● HOW TO COMPLETE THIS TASK
All of the records below are to be copied exactly.

● Stored items
[Start of section]
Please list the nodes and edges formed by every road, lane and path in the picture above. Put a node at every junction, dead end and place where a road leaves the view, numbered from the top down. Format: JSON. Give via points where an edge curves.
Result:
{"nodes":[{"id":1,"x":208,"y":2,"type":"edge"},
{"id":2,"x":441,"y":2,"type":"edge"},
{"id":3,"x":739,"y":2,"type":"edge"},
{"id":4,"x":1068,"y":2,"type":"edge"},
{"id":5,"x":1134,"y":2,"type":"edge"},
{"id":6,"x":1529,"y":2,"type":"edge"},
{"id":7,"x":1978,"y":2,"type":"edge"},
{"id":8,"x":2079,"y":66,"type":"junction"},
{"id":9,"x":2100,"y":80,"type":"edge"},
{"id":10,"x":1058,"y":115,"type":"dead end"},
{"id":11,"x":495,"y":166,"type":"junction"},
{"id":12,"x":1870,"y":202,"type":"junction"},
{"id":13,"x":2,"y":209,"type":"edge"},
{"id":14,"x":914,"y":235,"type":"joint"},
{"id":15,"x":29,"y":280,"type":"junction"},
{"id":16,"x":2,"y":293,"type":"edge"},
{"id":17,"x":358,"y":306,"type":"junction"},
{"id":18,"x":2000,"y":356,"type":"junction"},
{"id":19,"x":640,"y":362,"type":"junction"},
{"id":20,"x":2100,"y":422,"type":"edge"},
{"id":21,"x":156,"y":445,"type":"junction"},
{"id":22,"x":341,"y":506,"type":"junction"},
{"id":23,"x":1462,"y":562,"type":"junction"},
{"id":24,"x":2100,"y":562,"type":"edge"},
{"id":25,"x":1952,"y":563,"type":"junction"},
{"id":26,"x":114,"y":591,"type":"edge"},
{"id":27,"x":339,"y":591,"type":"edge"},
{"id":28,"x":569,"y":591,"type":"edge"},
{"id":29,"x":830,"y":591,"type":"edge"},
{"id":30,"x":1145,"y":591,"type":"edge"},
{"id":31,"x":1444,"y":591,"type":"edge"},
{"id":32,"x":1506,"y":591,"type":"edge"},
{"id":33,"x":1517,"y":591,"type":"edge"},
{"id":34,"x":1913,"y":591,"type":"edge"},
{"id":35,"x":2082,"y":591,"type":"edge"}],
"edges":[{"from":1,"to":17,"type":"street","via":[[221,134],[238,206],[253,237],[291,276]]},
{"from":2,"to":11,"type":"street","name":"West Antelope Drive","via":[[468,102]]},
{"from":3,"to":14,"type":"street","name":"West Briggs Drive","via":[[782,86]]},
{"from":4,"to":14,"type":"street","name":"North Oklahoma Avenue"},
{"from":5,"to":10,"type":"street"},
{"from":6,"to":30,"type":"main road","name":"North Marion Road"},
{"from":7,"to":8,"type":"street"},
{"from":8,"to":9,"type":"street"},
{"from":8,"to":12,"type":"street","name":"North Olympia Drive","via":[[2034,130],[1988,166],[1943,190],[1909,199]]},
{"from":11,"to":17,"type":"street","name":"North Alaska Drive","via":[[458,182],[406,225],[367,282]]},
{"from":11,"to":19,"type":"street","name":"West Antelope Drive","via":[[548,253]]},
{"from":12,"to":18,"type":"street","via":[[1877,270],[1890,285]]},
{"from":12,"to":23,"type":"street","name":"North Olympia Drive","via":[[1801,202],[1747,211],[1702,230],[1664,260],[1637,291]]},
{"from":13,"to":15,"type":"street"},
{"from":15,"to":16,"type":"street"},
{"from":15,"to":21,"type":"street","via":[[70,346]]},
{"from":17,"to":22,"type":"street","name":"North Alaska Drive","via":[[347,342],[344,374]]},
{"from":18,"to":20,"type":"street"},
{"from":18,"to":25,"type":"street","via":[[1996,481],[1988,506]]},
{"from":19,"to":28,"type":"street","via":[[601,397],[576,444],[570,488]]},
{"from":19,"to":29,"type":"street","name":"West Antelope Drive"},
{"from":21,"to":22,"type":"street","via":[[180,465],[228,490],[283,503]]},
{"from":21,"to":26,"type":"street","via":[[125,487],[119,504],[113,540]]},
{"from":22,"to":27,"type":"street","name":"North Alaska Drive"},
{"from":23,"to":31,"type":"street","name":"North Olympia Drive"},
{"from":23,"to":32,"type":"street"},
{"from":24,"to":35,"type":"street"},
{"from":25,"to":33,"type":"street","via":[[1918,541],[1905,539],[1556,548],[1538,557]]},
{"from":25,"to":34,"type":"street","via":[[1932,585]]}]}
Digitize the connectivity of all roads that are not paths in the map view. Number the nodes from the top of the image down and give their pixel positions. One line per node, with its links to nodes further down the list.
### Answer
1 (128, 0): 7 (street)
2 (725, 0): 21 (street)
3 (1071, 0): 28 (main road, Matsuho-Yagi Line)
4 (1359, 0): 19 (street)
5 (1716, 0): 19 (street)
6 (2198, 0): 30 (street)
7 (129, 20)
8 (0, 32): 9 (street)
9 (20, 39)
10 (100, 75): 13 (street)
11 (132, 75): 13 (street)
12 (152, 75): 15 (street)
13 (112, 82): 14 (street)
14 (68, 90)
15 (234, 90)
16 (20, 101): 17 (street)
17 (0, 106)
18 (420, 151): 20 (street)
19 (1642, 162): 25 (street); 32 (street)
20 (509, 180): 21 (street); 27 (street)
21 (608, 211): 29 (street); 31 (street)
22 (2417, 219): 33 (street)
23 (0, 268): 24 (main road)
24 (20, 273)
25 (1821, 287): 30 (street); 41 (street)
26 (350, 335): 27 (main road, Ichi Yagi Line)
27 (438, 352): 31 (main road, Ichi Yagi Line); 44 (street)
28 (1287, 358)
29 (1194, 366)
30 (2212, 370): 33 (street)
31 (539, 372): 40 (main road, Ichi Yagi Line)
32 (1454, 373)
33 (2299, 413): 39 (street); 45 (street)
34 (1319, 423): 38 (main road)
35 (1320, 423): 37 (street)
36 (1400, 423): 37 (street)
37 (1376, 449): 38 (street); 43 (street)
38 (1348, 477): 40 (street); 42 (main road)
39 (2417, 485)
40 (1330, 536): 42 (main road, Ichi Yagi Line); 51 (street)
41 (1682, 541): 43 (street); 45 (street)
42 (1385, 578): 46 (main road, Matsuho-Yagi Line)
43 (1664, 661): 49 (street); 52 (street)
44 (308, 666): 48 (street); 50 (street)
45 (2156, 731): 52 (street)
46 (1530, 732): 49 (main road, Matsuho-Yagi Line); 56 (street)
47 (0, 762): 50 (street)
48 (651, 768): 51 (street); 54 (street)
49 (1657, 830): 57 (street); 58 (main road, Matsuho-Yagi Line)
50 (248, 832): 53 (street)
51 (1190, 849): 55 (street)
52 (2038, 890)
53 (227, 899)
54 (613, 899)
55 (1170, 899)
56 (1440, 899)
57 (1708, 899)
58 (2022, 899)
[End of section]
● SOLUTION FOR THIS TASK
Please list the nodes and edges formed by every road, lane and path in the picture above. Put a node at every junction, dead end and place where a road leaves the view, numbered from the top down. Format: JSON. Give via points where an edge curves.
Result:
{"nodes":[{"id":1,"x":208,"y":2,"type":"edge"},
{"id":2,"x":441,"y":2,"type":"edge"},
{"id":3,"x":739,"y":2,"type":"edge"},
{"id":4,"x":1068,"y":2,"type":"edge"},
{"id":5,"x":1134,"y":2,"type":"edge"},
{"id":6,"x":1529,"y":2,"type":"edge"},
{"id":7,"x":1978,"y":2,"type":"edge"},
{"id":8,"x":2079,"y":66,"type":"junction"},
{"id":9,"x":2100,"y":80,"type":"edge"},
{"id":10,"x":1058,"y":115,"type":"dead end"},
{"id":11,"x":495,"y":166,"type":"junction"},
{"id":12,"x":1870,"y":202,"type":"junction"},
{"id":13,"x":2,"y":209,"type":"edge"},
{"id":14,"x":914,"y":235,"type":"joint"},
{"id":15,"x":29,"y":280,"type":"junction"},
{"id":16,"x":2,"y":293,"type":"edge"},
{"id":17,"x":358,"y":306,"type":"junction"},
{"id":18,"x":2000,"y":356,"type":"junction"},
{"id":19,"x":640,"y":362,"type":"junction"},
{"id":20,"x":2100,"y":422,"type":"edge"},
{"id":21,"x":156,"y":445,"type":"junction"},
{"id":22,"x":341,"y":506,"type":"junction"},
{"id":23,"x":1462,"y":562,"type":"junction"},
{"id":24,"x":2100,"y":562,"type":"edge"},
{"id":25,"x":1952,"y":563,"type":"junction"},
{"id":26,"x":114,"y":591,"type":"edge"},
{"id":27,"x":339,"y":591,"type":"edge"},
{"id":28,"x":569,"y":591,"type":"edge"},
{"id":29,"x":830,"y":591,"type":"edge"},
{"id":30,"x":1145,"y":591,"type":"edge"},
{"id":31,"x":1444,"y":591,"type":"edge"},
{"id":32,"x":1506,"y":591,"type":"edge"},
{"id":33,"x":1517,"y":591,"type":"edge"},
{"id":34,"x":1913,"y":591,"type":"edge"},
{"id":35,"x":2082,"y":591,"type":"edge"}],
"edges":[{"from":1,"to":17,"type":"street","via":[[221,134],[238,206],[253,237],[291,276]]},
{"from":2,"to":11,"type":"street","name":"West Antelope Drive","via":[[468,102]]},
{"from":3,"to":14,"type":"street","name":"West Briggs Drive","via":[[782,86]]},
{"from":4,"to":14,"type":"street","name":"North Oklahoma Avenue"},
{"from":5,"to":10,"type":"street"},
{"from":6,"to":30,"type":"main road","name":"North Marion Road"},
{"from":7,"to":8,"type":"street"},
{"from":8,"to":9,"type":"street"},
{"from":8,"to":12,"type":"street","name":"North Olympia Drive","via":[[2034,130],[1988,166],[1943,190],[1909,199]]},
{"from":11,"to":17,"type":"street","name":"North Alaska Drive","via":[[458,182],[406,225],[367,282]]},
{"from":11,"to":19,"type":"street","name":"West Antelope Drive","via":[[548,253]]},
{"from":12,"to":18,"type":"street","via":[[1877,270],[1890,285]]},
{"from":12,"to":23,"type":"street","name":"North Olympia Drive","via":[[1801,202],[1747,211],[1702,230],[1664,260],[1637,291]]},
{"from":13,"to":15,"type":"street"},
{"from":15,"to":16,"type":"street"},
{"from":15,"to":21,"type":"street","via":[[70,346]]},
{"from":17,"to":22,"type":"street","name":"North Alaska Drive","via":[[347,342],[344,374]]},
{"from":18,"to":20,"type":"street"},
{"from":18,"to":25,"type":"street","via":[[1996,481],[1988,506]]},
{"from":19,"to":28,"type":"street","via":[[601,397],[576,444],[570,488]]},
{"from":19,"to":29,"type":"street","name":"West Antelope Drive"},
{"from":21,"to":22,"type":"street","via":[[180,465],[228,490],[283,503]]},
{"from":21,"to":26,"type":"street","via":[[125,487],[119,504],[113,540]]},
{"from":22,"to":27,"type":"street","name":"North Alaska Drive"},
{"from":23,"to":31,"type":"street","name":"North Olympia Drive"},
{"from":23,"to":32,"type":"street"},
{"from":24,"to":35,"type":"street"},
{"from":25,"to":33,"type":"street","via":[[1918,541],[1905,539],[1556,548],[1538,557]]},
{"from":25,"to":34,"type":"street","via":[[1932,585]]}]}
Digitize the connectivity of all roads that are not paths in the map view. Number the nodes from the top of the image down and give their pixel positions. One line per node, with its links to nodes further down the list.
### Answer
1 (128, 0): 7 (street)
2 (725, 0): 21 (street)
3 (1071, 0): 28 (main road, Matsuho-Yagi Line)
4 (1359, 0): 19 (street)
5 (1716, 0): 19 (street)
6 (2198, 0): 30 (street)
7 (129, 20)
8 (0, 32): 9 (street)
9 (20, 39)
10 (100, 75): 13 (street)
11 (132, 75): 13 (street)
12 (152, 75): 15 (street)
13 (112, 82): 14 (street)
14 (68, 90)
15 (234, 90)
16 (20, 101): 17 (street)
17 (0, 106)
18 (420, 151): 20 (street)
19 (1642, 162): 25 (street); 32 (street)
20 (509, 180): 21 (street); 27 (street)
21 (608, 211): 29 (street); 31 (street)
22 (2417, 219): 33 (street)
23 (0, 268): 24 (main road)
24 (20, 273)
25 (1821, 287): 30 (street); 41 (street)
26 (350, 335): 27 (main road, Ichi Yagi Line)
27 (438, 352): 31 (main road, Ichi Yagi Line); 44 (street)
28 (1287, 358)
29 (1194, 366)
30 (2212, 370): 33 (street)
31 (539, 372): 40 (main road, Ichi Yagi Line)
32 (1454, 373)
33 (2299, 413): 39 (street); 45 (street)
34 (1319, 423): 38 (main road)
35 (1320, 423): 37 (street)
36 (1400, 423): 37 (street)
37 (1376, 449): 38 (street); 43 (street)
38 (1348, 477): 40 (street); 42 (main road)
39 (2417, 485)
40 (1330, 536): 42 (main road, Ichi Yagi Line); 51 (street)
41 (1682, 541): 43 (street); 45 (street)
42 (1385, 578): 46 (main road, Matsuho-Yagi Line)
43 (1664, 661): 49 (street); 52 (street)
44 (308, 666): 48 (street); 50 (street)
45 (2156, 731): 52 (street)
46 (1530, 732): 49 (main road, Matsuho-Yagi Line); 56 (street)
47 (0, 762): 50 (street)
48 (651, 768): 51 (street); 54 (street)
49 (1657, 830): 57 (street); 58 (main road, Matsuho-Yagi Line)
50 (248, 832): 53 (street)
51 (1190, 849): 55 (street)
52 (2038, 890)
53 (227, 899)
54 (613, 899)
55 (1170, 899)
56 (1440, 899)
57 (1708, 899)
58 (2022, 899)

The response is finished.